Data Degradation: Simulating Data Quality Issues
Phoenix allows you to intentionally introduce data quality problems into your time series, essential for testing data cleaning pipelines, validating quality assurance algorithms, and preparing for real-world data challenges.
Why Simulate Bad Data?
Testing Data Cleaning Algorithms
Real sensor data often contains quality issues. Test your cleaning logic with controlled degradation: - Missing data: Dropped measurements, transmission failures - Outliers: Sensor malfunctions, interference, saturation
Validating FORGE Workflows
Before deploying data cleaning workflows in production: 1. Generate clean synthetic data 2. Add controlled degradation 3. Run through FORGE cleaning pipeline 4. Verify that cleaned data matches original
Training and Demonstration
Show stakeholders the importance of data quality: - Before/after comparisons - Impact of quality issues on analysis - Value of cleaning algorithms
Algorithm Benchmarking
Compare data cleaning algorithms on standardized test cases: - Same base signal - Different degradation levels - Measure cleaning effectiveness
Two Types of Data Degradation
Phoenix offers two independent degradation features:
- Data Point Removal - Creates gaps (missing data)
- Outlier Insertion - Adds corrupted values
You can use one, both, or neither.
Data Point Removal (Missing Data)
What It Does
Removes data points from the time series, creating gaps where measurements are missing. You control both how many points to remove and how those removals are distributed — scattered randomly or grouped into contiguous blocks.
Effect:
Before: [100, 101, 99, 102, 98, 100, 101]
After: [100, ---, 99, ---, 98, 100, ---] (random distribution)
[100, 101, ---, ---, ---, 100, 101] (gap distribution, 1 gap)
Timestamps of removed points are deleted — they don't appear as NaN or null.
Configuration Options
Quantity Mode: Number vs. Percentage
Controls the total number of points to remove.
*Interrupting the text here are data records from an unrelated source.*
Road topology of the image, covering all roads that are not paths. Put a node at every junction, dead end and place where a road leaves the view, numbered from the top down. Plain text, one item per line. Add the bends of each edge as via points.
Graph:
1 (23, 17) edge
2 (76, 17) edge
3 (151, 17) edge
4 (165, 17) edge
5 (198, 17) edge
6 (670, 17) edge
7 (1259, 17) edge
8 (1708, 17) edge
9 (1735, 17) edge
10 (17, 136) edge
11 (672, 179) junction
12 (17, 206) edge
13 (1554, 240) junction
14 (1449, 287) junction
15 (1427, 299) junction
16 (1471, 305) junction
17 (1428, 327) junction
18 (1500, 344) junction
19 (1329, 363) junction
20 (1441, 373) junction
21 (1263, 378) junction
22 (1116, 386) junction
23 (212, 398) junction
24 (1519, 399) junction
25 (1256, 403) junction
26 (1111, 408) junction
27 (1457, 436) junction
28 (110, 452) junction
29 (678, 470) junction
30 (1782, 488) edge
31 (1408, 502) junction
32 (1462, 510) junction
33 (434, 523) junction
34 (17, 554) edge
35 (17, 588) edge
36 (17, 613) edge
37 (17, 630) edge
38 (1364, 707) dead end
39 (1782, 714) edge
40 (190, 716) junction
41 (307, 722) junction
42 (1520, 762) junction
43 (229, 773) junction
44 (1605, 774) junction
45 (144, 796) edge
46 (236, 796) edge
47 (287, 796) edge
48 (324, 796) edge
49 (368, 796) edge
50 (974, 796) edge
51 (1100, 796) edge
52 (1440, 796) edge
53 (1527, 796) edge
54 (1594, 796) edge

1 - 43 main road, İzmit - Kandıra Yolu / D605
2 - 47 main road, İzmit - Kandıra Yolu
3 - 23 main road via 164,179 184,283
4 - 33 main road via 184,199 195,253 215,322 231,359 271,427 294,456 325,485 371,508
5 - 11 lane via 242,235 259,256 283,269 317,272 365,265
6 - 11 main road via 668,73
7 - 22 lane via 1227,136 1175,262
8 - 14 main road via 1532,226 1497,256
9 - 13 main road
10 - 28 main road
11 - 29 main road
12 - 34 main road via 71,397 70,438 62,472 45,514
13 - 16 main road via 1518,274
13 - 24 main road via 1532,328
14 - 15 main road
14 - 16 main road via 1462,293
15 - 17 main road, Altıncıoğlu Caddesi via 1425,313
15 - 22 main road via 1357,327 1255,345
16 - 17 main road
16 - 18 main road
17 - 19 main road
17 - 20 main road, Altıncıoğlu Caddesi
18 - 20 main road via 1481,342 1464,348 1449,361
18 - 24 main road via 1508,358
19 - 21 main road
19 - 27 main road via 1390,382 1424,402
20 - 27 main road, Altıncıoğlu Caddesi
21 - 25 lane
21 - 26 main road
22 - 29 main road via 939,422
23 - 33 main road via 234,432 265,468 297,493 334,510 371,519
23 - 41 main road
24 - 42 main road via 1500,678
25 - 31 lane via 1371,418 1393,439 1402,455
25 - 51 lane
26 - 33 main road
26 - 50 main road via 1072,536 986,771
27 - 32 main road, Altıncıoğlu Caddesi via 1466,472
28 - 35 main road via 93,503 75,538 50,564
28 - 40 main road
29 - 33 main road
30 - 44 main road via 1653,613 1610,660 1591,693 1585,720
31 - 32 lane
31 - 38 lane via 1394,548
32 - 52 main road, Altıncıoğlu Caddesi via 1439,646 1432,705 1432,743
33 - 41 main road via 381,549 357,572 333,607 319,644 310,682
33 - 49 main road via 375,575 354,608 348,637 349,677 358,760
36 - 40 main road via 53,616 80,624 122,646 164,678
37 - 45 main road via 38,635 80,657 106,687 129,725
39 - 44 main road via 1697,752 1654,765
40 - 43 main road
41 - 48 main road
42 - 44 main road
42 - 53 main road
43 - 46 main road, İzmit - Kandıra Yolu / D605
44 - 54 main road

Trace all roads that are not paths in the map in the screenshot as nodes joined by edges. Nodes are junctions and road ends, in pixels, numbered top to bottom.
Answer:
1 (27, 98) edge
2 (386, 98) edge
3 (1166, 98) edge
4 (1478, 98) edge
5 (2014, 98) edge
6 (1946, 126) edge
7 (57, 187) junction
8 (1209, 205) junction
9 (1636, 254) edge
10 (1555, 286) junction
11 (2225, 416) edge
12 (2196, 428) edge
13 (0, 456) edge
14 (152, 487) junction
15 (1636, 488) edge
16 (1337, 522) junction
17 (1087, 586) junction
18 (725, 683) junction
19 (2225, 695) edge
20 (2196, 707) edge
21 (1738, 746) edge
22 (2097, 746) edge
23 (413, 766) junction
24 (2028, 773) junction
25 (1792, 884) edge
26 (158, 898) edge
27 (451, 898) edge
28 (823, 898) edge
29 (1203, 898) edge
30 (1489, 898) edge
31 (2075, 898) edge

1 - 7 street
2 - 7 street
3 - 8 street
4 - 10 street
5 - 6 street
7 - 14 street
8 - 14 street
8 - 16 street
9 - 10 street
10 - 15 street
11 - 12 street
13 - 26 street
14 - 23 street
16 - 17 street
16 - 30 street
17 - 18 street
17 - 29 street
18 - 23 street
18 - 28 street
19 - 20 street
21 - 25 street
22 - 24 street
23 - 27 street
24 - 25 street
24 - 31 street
Number - Remove exact count of points
Remove: 50 points
From 1000-point series → 50 points removed, 950 remain
From 500-point series → 50 points removed, 450 remain
Percentage - Remove proportion of points
Remove: 5%
From 1000-point series → 50 points removed, 950 remain
From 500-point series → 25 points removed, 475 remain
Choose Number When: - Testing specific gap sizes - Consistent absolute quantity needed - Series length varies
Choose Percentage When: - Testing proportional data loss - Comparing across different duration series - Simulating percentage-based reliability specs
Distribution Strategy: Random vs. Gaps
Controls how the removed points are placed within the series.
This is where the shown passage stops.